Estonian novelist Jaan Kross (1920–2007) began his literary career in the 1950s after returning from the Siberian labor camps where he spent eight years, having been accused by Soviet authorities of Estonian nationalism. Often considered the greatest Estonian novelist of the last quarter of the twentieth century, several of his works have previously been translated into English: The Czar’s Madman (1993) and Professor Martens’ Departure (1994), translated by Finnish-American poet Anselm Hollo; and Treading Air (2003) and Sailing Against the Wind (2012), translated by this reviewer. Until now, however, Kross’s first major work, Between Three Plagues (also his longest novel; originally published in Estonia in 1970), has been unavailable in English translation. MacLehose Press, London, and translator Merike Beecher-Lepasaar rectify that omission with the release of The Ropewalker, the first half of Between Three Plagues.

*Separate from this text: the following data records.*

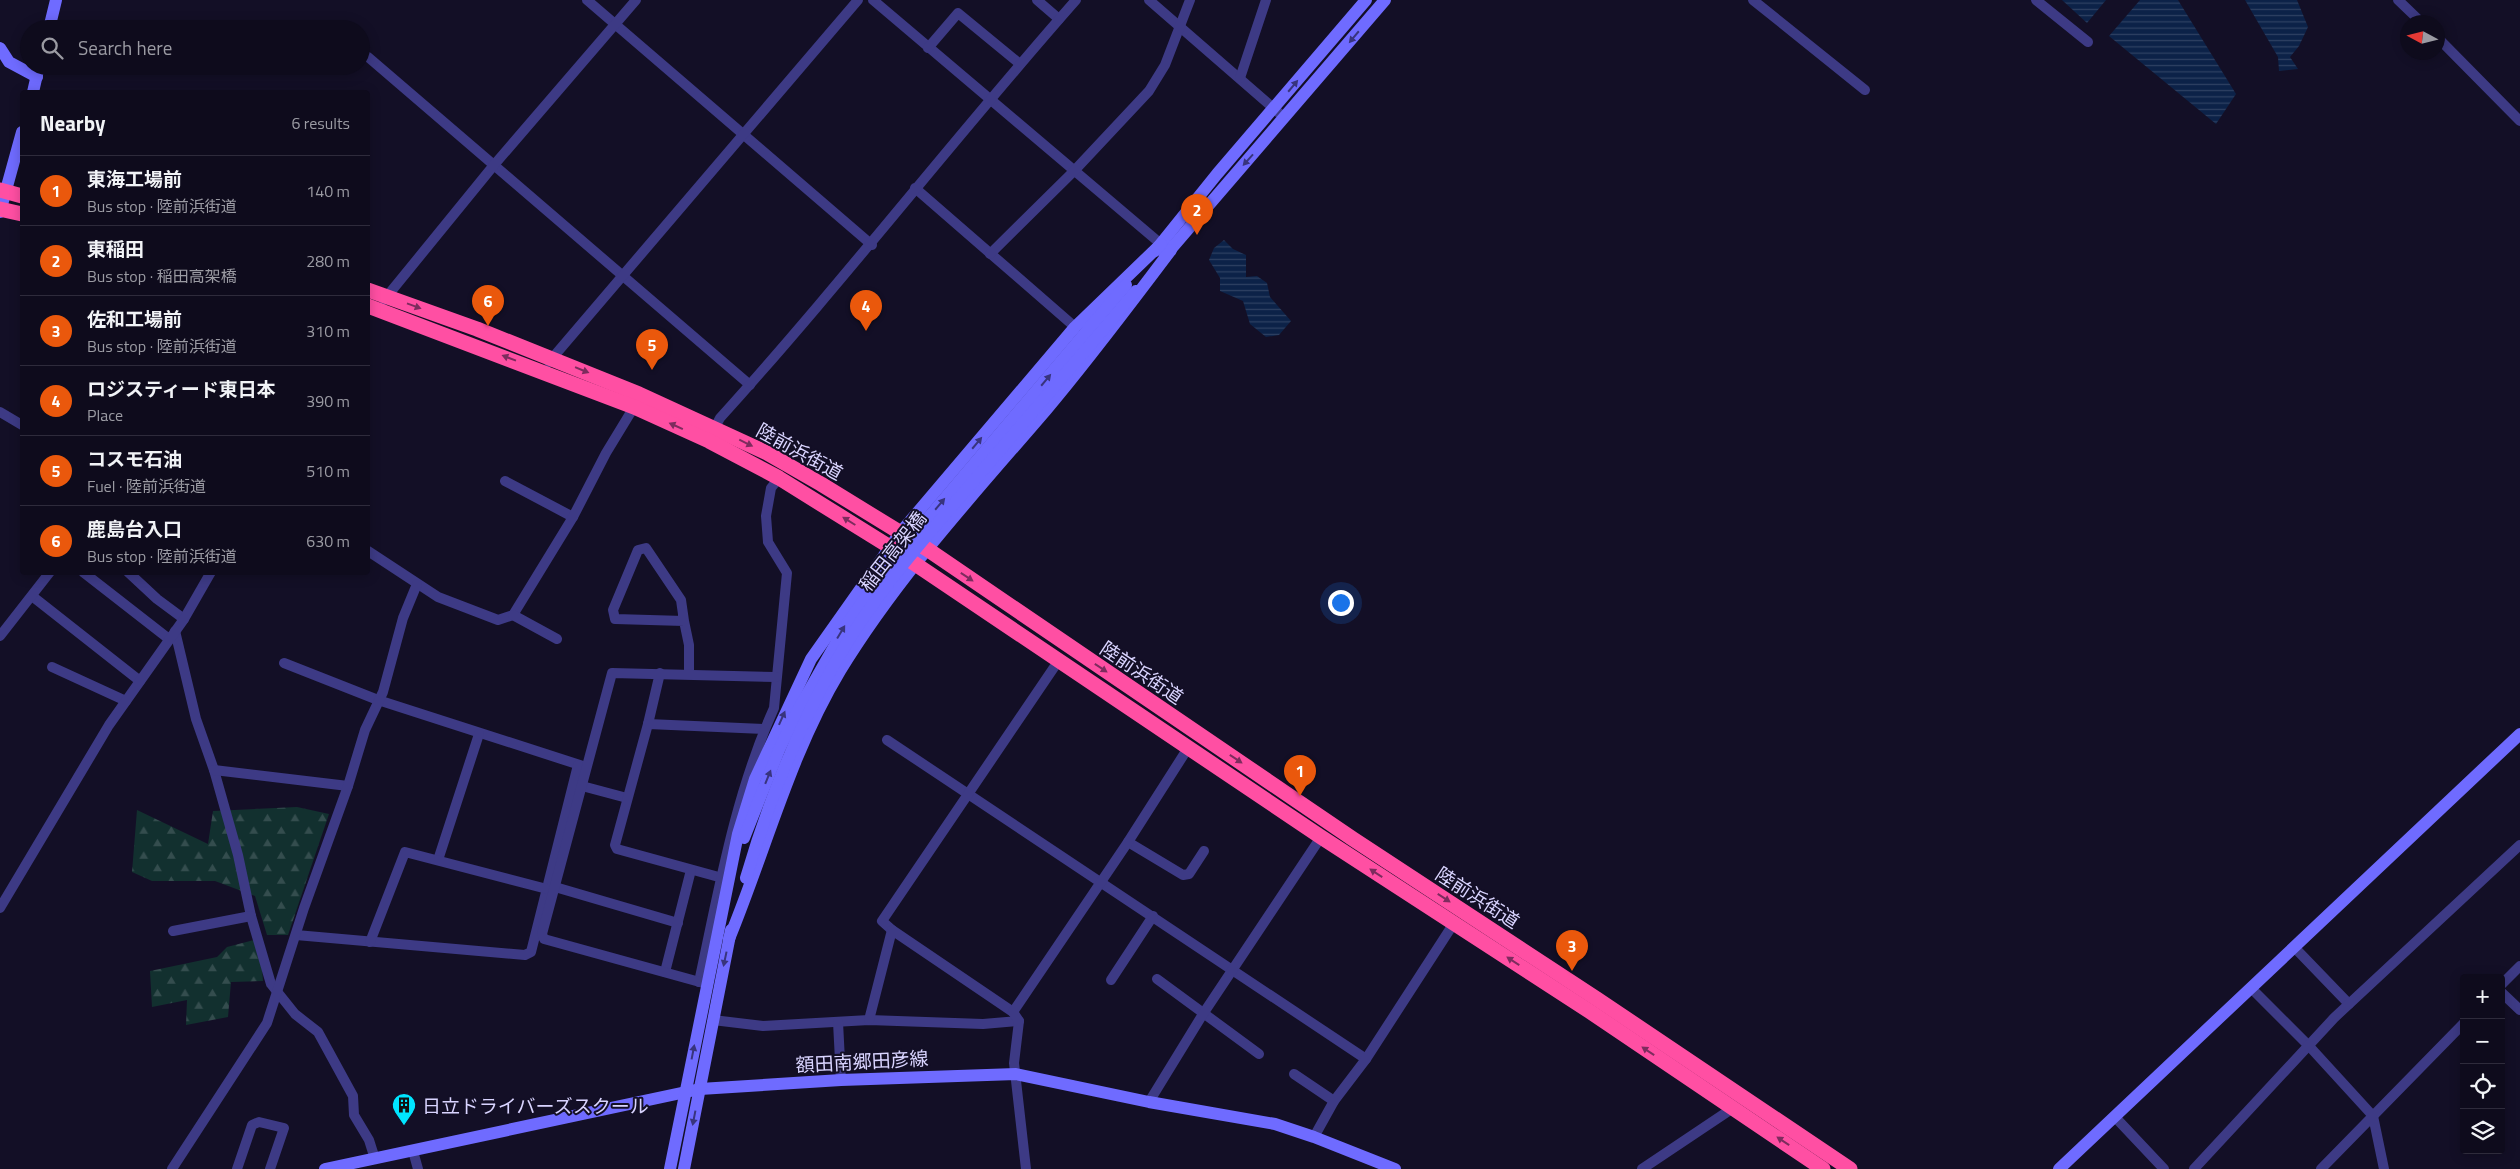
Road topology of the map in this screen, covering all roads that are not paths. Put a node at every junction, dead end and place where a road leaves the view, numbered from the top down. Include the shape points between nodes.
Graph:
1 (56, 0) edge
2 (587, 0) edge
3 (636, 0) edge
4 (858, 0) edge
5 (873, 0) edge
6 (1037, 0) edge
7 (1076, 0) edge
8 (1149, 0) edge
9 (1190, 0) edge
10 (1266, 0) edge
11 (1366, 0) edge
12 (1385, 0) edge
13 (1753, 0) edge
14 (2036, 0) edge
15 (2398, 0) edge
16 (2414, 15) edge
17 (1059, 19) junction
18 (50, 20) edge
19 (616, 24) junction
20 (1180, 27) junction
21 (2088, 42) dead end
22 (2445, 45) edge
23 (0, 48) edge
24 (928, 48) junction
25 (370, 59) edge
26 (1020, 64) junction
27 (20, 65) edge
28 (37, 75) edge
29 (1240, 78) junction
30 (33, 90) edge
31 (1865, 90) dead end
32 (990, 101) junction
33 (1274, 108) junction
34 (1285, 119) junction
35 (2520, 121) edge
36 (744, 136) junction
37 (20, 138) edge
38 (494, 165) junction
39 (1074, 171) junction
40 (916, 188) junction
41 (3, 191) edge
42 (20, 195) edge
43 (0, 210) edge
44 (20, 214) edge
45 (872, 245) junction
46 (1166, 247) junction
47 (990, 254) junction
48 (622, 275) junction
49 (1131, 288) junction
50 (370, 293) edge
51 (378, 304) edge
52 (1075, 327) junction
53 (547, 364) junction
54 (750, 385) junction
55 (634, 407) junction
56 (0, 412) edge
57 (20, 424) edge
58 (712, 434) junction
59 (779, 478) junction
60 (505, 480) dead end
61 (573, 517) junction
62 (900, 533) junction
63 (890, 547) junction
64 (926, 549) junction
65 (370, 552) edge
66 (915, 564) junction
67 (48, 575) edge
68 (87, 575) edge
69 (131, 575) edge
70 (209, 575) edge
71 (417, 584) junction
72 (32, 596) junction
73 (513, 616) junction
74 (184, 619) junction
75 (684, 621) junction
76 (172, 635) junction
77 (0, 636) edge
78 (557, 639) dead end
79 (1059, 660) junction
80 (284, 663) dead end
81 (52, 667) dead end
82 (660, 673) junction
83 (689, 674) junction
84 (776, 677) junction
85 (140, 681) junction
86 (378, 700) junction
87 (126, 701) junction
88 (648, 724) junction
89 (764, 729) junction
90 (479, 734) junction
91 (2520, 734) edge
92 (887, 740) dead end
93 (1188, 748) junction
94 (582, 766) junction
95 (214, 770) junction
96 (348, 786) junction
97 (582, 786) junction
98 (968, 794) junction
99 (627, 798) junction
100 (1321, 837) junction
101 (1128, 842) junction
102 (2520, 845) edge
103 (1204, 851) dead end
104 (438, 860) junction
105 (691, 870) junction
106 (725, 879) junction
107 (1100, 882) junction
108 (550, 888) junction
109 (0, 908) edge
110 (251, 916) junction
111 (1153, 916) junction
112 (678, 923) junction
113 (1454, 923) junction
114 (892, 930) junction
115 (174, 931) dead end
116 (296, 935) junction
117 (729, 939) junction
118 (370, 942) junction
119 (2294, 948) junction
120 (2520, 966) edge
121 (1233, 969) junction
122 (665, 972) junction
123 (1157, 979) dead end
124 (1111, 980) dead end
125 (2505, 981) edge
126 (703, 983) junction
127 (2251, 988) junction
128 (278, 994) junction
129 (2505, 996) edge
130 (2349, 1004) junction
131 (2520, 1010) edge
132 (1013, 1012) junction
133 (1203, 1014) junction
134 (713, 1020) junction
135 (869, 1020) junction
136 (1019, 1021) junction
137 (838, 1022) junction
138 (2460, 1027) edge
139 (2309, 1046) junction
140 (1258, 1054) dead end
141 (1366, 1059) junction
142 (1016, 1074) junction
143 (1294, 1074) dead end
144 (842, 1080) junction
145 (700, 1089) junction
146 (685, 1094) junction
147 (1334, 1101) junction
148 (1149, 1102) junction
149 (1733, 1108) junction
150 (2373, 1116) junction
151 (2115, 1117) junction
152 (1314, 1137) junction
153 (413, 1151) junction
154 (375, 1159) junction
155 (345, 1167) edge
156 (1386, 1167) edge
157 (172, 1169) edge
158 (237, 1169) edge
159 (270, 1169) edge
160 (326, 1169) edge
161 (418, 1169) edge
162 (670, 1169) edge
163 (684, 1169) edge
164 (1026, 1169) edge
165 (1642, 1169) edge
166 (1823, 1169) edge
167 (1850, 1169) edge
168 (2059, 1169) edge
169 (2164, 1169) edge
170 (2194, 1169) edge
171 (2321, 1169) edge
172 (2384, 1169) edge

1 - 18 street
2 - 19 street
3 - 19 street
4 - 36 street
5 - 24 street
6 - 17 street
7 - 17 street
8 - 20 street
9 - 20 street
10 - 29 street
33 -> 11 street
12 -> 34 street
13 - 31 street
14 - 21 street
15 - 16 street
17 - 26 street
19 - 36 street
19 - 38 street
20 - 29 street
20 - 39 street via 1165,64 1149,91
22 - 35 street
23 - 27 street via 9,62
24 - 26 street via 958,13
24 - 32 street
25 - 38 street
26 - 32 street
28 - 30 street
29 - 33 street
32 - 39 street
32 - 40 street
33 - 34 street
33 - 46 street
34 -> 46 street
36 - 45 street
36 - 48 street
37 - 41 street
38 - 48 street
38 - 51 street
39 - 46 street
39 - 47 street
40 - 45 street
40 - 47 street
41 - 42 highway
41 - 43 street
43 - 44 highway
45 - 54 street
46 - 49 street
46 - 52 street
46 - 64 street via 1112,330
47 - 52 street
48 - 53 street
48 - 54 street
106 -> 49 street, 稲田高架橋, bridge via 797,712 846,624 889,564
49 - 117 street, 稲田高架橋, bridge via 898,570 836,661 764,816
50 - 51 highway, 陸前浜街道
51 - 53 highway, 陸前浜街道
62 -> 52 street
53 - 55 highway, 陸前浜街道
53 -> 58 highway, 陸前浜街道 via 639,394
54 - 58 street via 720,418
58 -> 55 highway, 陸前浜街道
55 - 61 street
56 - 57 street
58 - 59 highway, 陸前浜街道
58 -> 62 highway, 陸前浜街道 via 766,453
63 -> 59 highway, 陸前浜街道
59 - 84 street via 771,488 766,516 768,542 787,573
60 - 61 street
61 - 73 street
62 - 63 street
62 - 64 highway, 陸前浜街道
63 - 66 highway, 陸前浜街道
106 -> 63 street via 755,779 811,659
64 - 66 street
64 -> 167 highway, 陸前浜街道 via 1352,839
65 - 71 street
66 - 79 highway, 陸前浜街道
66 - 117 street via 840,671 815,717 794,762
67 - 72 street
68 - 76 street
69 - 74 street
70 - 74 street
71 - 73 street via 438,597 498,620
71 - 86 street
72 - 77 street
72 - 85 street
73 - 78 street
74 - 76 street
75 - 75 street via 681,600 646,548 638,550 613,610 614,619
75 - 83 street via 690,645
76 - 85 street
76 - 95 street
79 - 93 highway, 陸前浜街道
79 - 98 street
80 - 86 street
81 - 87 street
82 - 83 street
82 - 88 street
82 - 94 street via 612,673
83 - 84 street
84 - 89 street via 774,708
85 - 87 street
86 - 90 street
86 - 96 street
87 - 109 street
88 - 89 street
88 - 99 street
89 - 106 street via 731,829
90 - 94 street
90 - 104 street
91 - 119 street
92 - 98 street
93 - 100 highway, 陸前浜街道
93 - 101 street
94 - 97 street
94 - 108 street
95 - 96 street
95 - 110 street
96 - 116 street
97 - 99 street
97 - 108 street
98 - 107 street
98 - 114 street via 882,921
99 - 105 street via 615,845 618,849
113 -> 100 highway, 陸前浜街道
100 - 121 street
101 - 103 street via 1183,875 1189,874
101 - 107 street
102 - 130 street
104 - 108 street
104 - 118 street via 405,852
105 - 106 street
105 - 112 street
106 - 126 street
107 - 111 street
107 - 132 street
108 - 112 street
108 - 118 street via 531,952 525,954
108 - 122 street via 542,934 544,939
110 - 115 street
110 - 128 street via 271,984
111 - 121 street
111 - 124 street
112 - 122 street
113 - 141 street
149 -> 113 highway, 陸前浜街道
114 - 132 street
114 - 135 street
116 - 118 street
116 - 128 street
117 -> 134 street
119 - 127 street
119 - 130 street
120 - 125 street
121 - 133 street
121 - 141 street
122 - 126 street
123 - 133 street
146 -> 126 street
127 - 139 street
127 - 151 street
128 - 154 street via 295,1014 318,1032 352,1096 354,1115 369,1140
128 - 157 street via 267,1023
129 - 131 street
130 - 139 street
132 - 136 street
133 - 140 street
133 - 148 street
134 - 137 street via 763,1026
134 - 145 street
135 - 136 street via 983,1024
135 - 137 street
136 - 142 street via 1014,1063
137 - 144 street
138 - 150 street
139 - 150 street
139 - 170 street
141 - 147 street
142 - 144 street, 額田南郷田彦線
142 - 148 street, 額田南郷田彦線
142 - 164 street
143 - 147 street
144 - 145 street, 額田南郷田彦線
145 - 146 street, 額田南郷田彦線
145 -> 163 street
146 - 153 street, 額田南郷田彦線
146 - 162 street
147 - 152 street
148 - 152 street, 額田南郷田彦線 via 1275,1124
149 - 165 street
166 -> 149 highway, 陸前浜街道
150 - 171 street
150 - 172 street
151 - 168 street
151 - 169 street
152 - 156 street, 額田南郷田彦線
153 - 154 street, 額田南郷田彦線
153 - 161 street
154 - 155 street, 額田南郷田彦線
155 - 160 street, 額田南郷田彦線
158 - 159 street via 252,1126 260,1122 284,1128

Kross wrote complex historical and semiautobiographical novels, all of them with Estonian protagonists, and many of them employing texts within texts to obscure or code the politics of the writer (Kross likes to write, for instance, about writers who themselves write about liberation heroes). Such is the case in The Ropewalker, where we meet Balthasar Russow (1536–1600), nicknamed Bal, a real-life urchin and stripling turned clergyman and chronicler of the sixteenth-century Livonian War. Bal begins The Ropewalker as an inquisitive boy who climbs a church tower in the Estonian capital of Tallinn to get a closer look at a group of mysterious tightrope walkers, hence the title, and both tower and tightrope serve as a central metaphor for Bal’s adventures as he rises in society as a young man. An Estonian peasant, Bal’s origins are humble, but he has a knack for languages––first facilitated by a young schoolmaster who recognises Bal’s talent and teaches him German and Latin––and for meeting influential persons, some more scrupulous than others. At one point, Bal reluctantly participates in a blood-soaked peasant revolt. His identity split between background and education—the peasant in him is no German nobleman, yet the educated clergyman in him is no longer a true Estonian peasant—Bal’s feeling of dislocation, of not really belonging anywhere, haunt him throughout the novel.

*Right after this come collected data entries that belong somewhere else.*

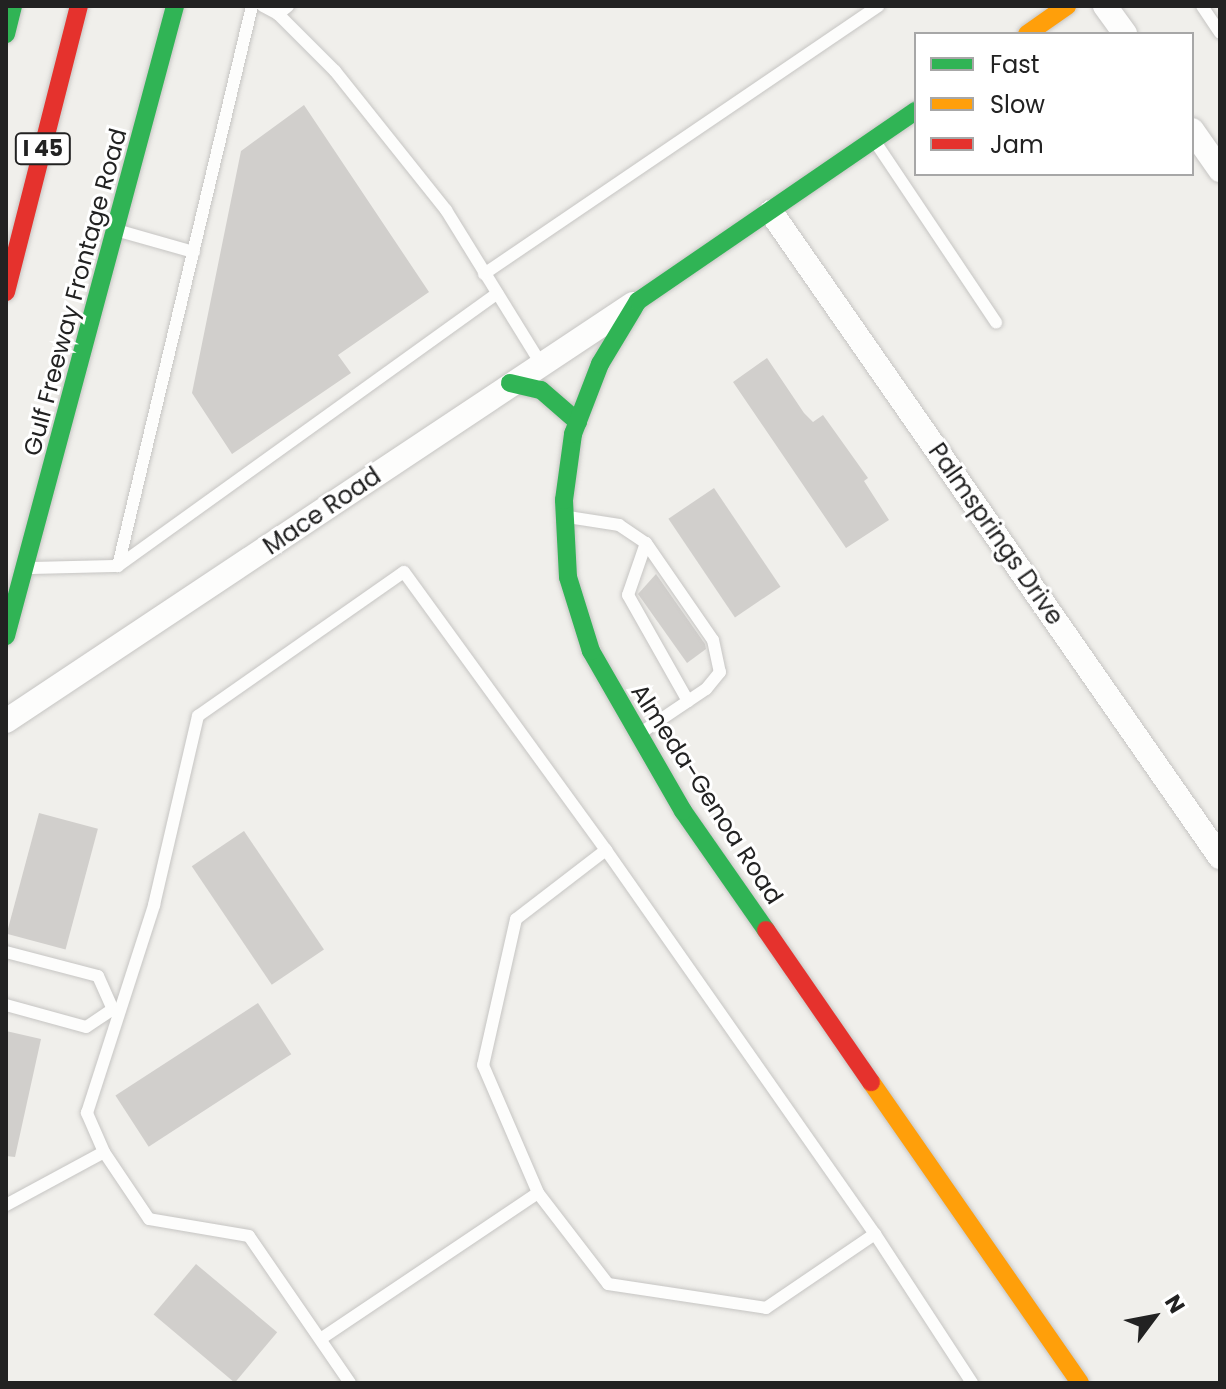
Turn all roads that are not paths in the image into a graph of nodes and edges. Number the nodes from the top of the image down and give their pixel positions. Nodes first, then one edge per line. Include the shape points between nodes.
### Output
1 (13, 6) edge
2 (79, 6) edge
3 (175, 6) edge
4 (252, 6) edge
5 (263, 6) edge
6 (879, 6) edge
7 (1066, 6) edge
8 (1105, 6) edge
9 (1202, 6) edge
10 (283, 10) edge
11 (1030, 32) edge
12 (1124, 32) edge
13 (1220, 33) edge
14 (6, 34) edge
15 (914, 112) edge
16 (1194, 133) edge
17 (874, 141) junction
18 (1220, 170) edge
19 (771, 212) junction
20 (116, 230) junction
21 (194, 252) junction
22 (484, 274) junction
23 (6, 292) edge
24 (497, 294) junction
25 (638, 301) junction
26 (996, 322) dead end
27 (540, 362) junction
28 (510, 383) junction
29 (578, 422) junction
30 (565, 516) junction
31 (646, 543) junction
32 (118, 566) junction
33 (27, 568) junction
34 (6, 636) edge
35 (688, 701) junction
36 (6, 721) edge
37 (638, 735) junction
38 (606, 850) junction
39 (1220, 857) edge
40 (6, 952) edge
41 (6, 1005) edge
42 (116, 1010) junction
43 (104, 1152) junction
44 (538, 1193) junction
45 (6, 1205) edge
46 (875, 1234) junction
47 (322, 1338) junction
48 (350, 1383) edge
49 (972, 1383) edge
50 (1080, 1383) edge

1 - 14 main road
2 - 23 main road, I 45
3 - 20 main road, Gulf Freeway Frontage Road
4 - 21 lane
5 - 10 lane
6 - 22 lane
7 - 11 main road
8 - 12 street
9 - 13 lane
10 - 22 lane via 400,149
15 - 17 main road, Almeda-Genoa Road
16 - 18 street
17 - 19 main road, Almeda-Genoa Road
17 - 26 lane
19 - 25 main road, Almeda-Genoa Road
19 - 39 street, Palmsprings Drive
20 - 21 lane
20 - 33 main road, Gulf Freeway Frontage Road
21 - 32 lane
22 - 24 lane
24 - 27 lane
24 - 32 lane
25 - 27 street, Mace Road
25 - 29 main road, Almeda-Genoa Road via 600,364
27 - 28 street, Mace Road
28 - 29 main road via 541,390
28 - 36 street, Mace Road
29 - 30 main road, Almeda-Genoa Road
30 - 31 lane via 619,525
30 - 37 main road, Almeda-Genoa Road via 568,577 591,651
31 - 35 lane via 628,595
31 - 35 lane via 713,640 720,672
32 - 33 lane
33 - 34 main road, Gulf Freeway Frontage Road
35 - 37 lane
37 - 50 main road, Almeda-Genoa Road via 683,811
38 - 42 lane via 404,572 198,716 154,905
38 - 44 lane via 516,919 483,1065
38 - 46 lane
40 - 42 lane via 98,976
41 - 42 lane via 86,1027
42 - 43 lane via 87,1113
43 - 45 lane
43 - 47 lane via 149,1219 249,1236
44 - 46 lane via 608,1284 766,1308
44 - 47 lane
46 - 49 lane
47 - 48 lane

The Ropewalker ends in media res, with Bal sitting in a Bremen tower similar to the one in which his tale began. A traveler and student of theology, he has decided to return to Tallinn, but has not yet started writing his magnum opus Chronica der Provinz Lyfflandt, the chronicle of the Livonian War (which is extant and has been reprinted several times). By the time this grim war starts, several countries are fighting over Livonia, which was the southern half of modern-day Estonia plus a part of Latvia, including Riga. Major powers Denmark, Sweden, Russia, and Poland, all with their different brands of Christianity and geopolitical and trading needs, end up taking part of the spoils, turning the Baltic countries into a patchwork of vested interests. The reader of this English-language edition will have to wait for the publication of the second half of Between Three Plagues to find out what happens to Bal during this time as he writes his chronicle.
While little is known about the real-life Balthasar Russow, Kross’s lively, adventurous, and occasionally cinematic style breathes flair, ambition, guilt, and doubt into a complex protagonist living in a complex time and place. Through Bal’s eyes Kross introduces us to many characters from all walks of Estonian life: Estonian peasants, Baltic Germans, Russians, Swedes, even people from the Slav minorities around the German city of Stettin (the present-day city of Szczecin in Poland) where Bal studies theology. Kross presents these characters colorfully, both their physiognomy and their conversations and reasoning, and Beecher-Lepasaar’s translation renders the complicated names, everyday objects, implements, weapons, and historical contexts intelligible and alive to a readership that may have little knowledge of the Baltic littoral of the sixteenth century. It bears noting, perhaps, that Kross wrote a film adaptation about Balthasar Russow which was never produced, as the Soviet censors at the time weren’t happy with it, but a television film for an Estonian audience was later made. English critics will compare Kross’s books to Hilary Mantel’s Wolf Hall, but had his work appeared in English sooner, this would undoubtedly have been the other way round.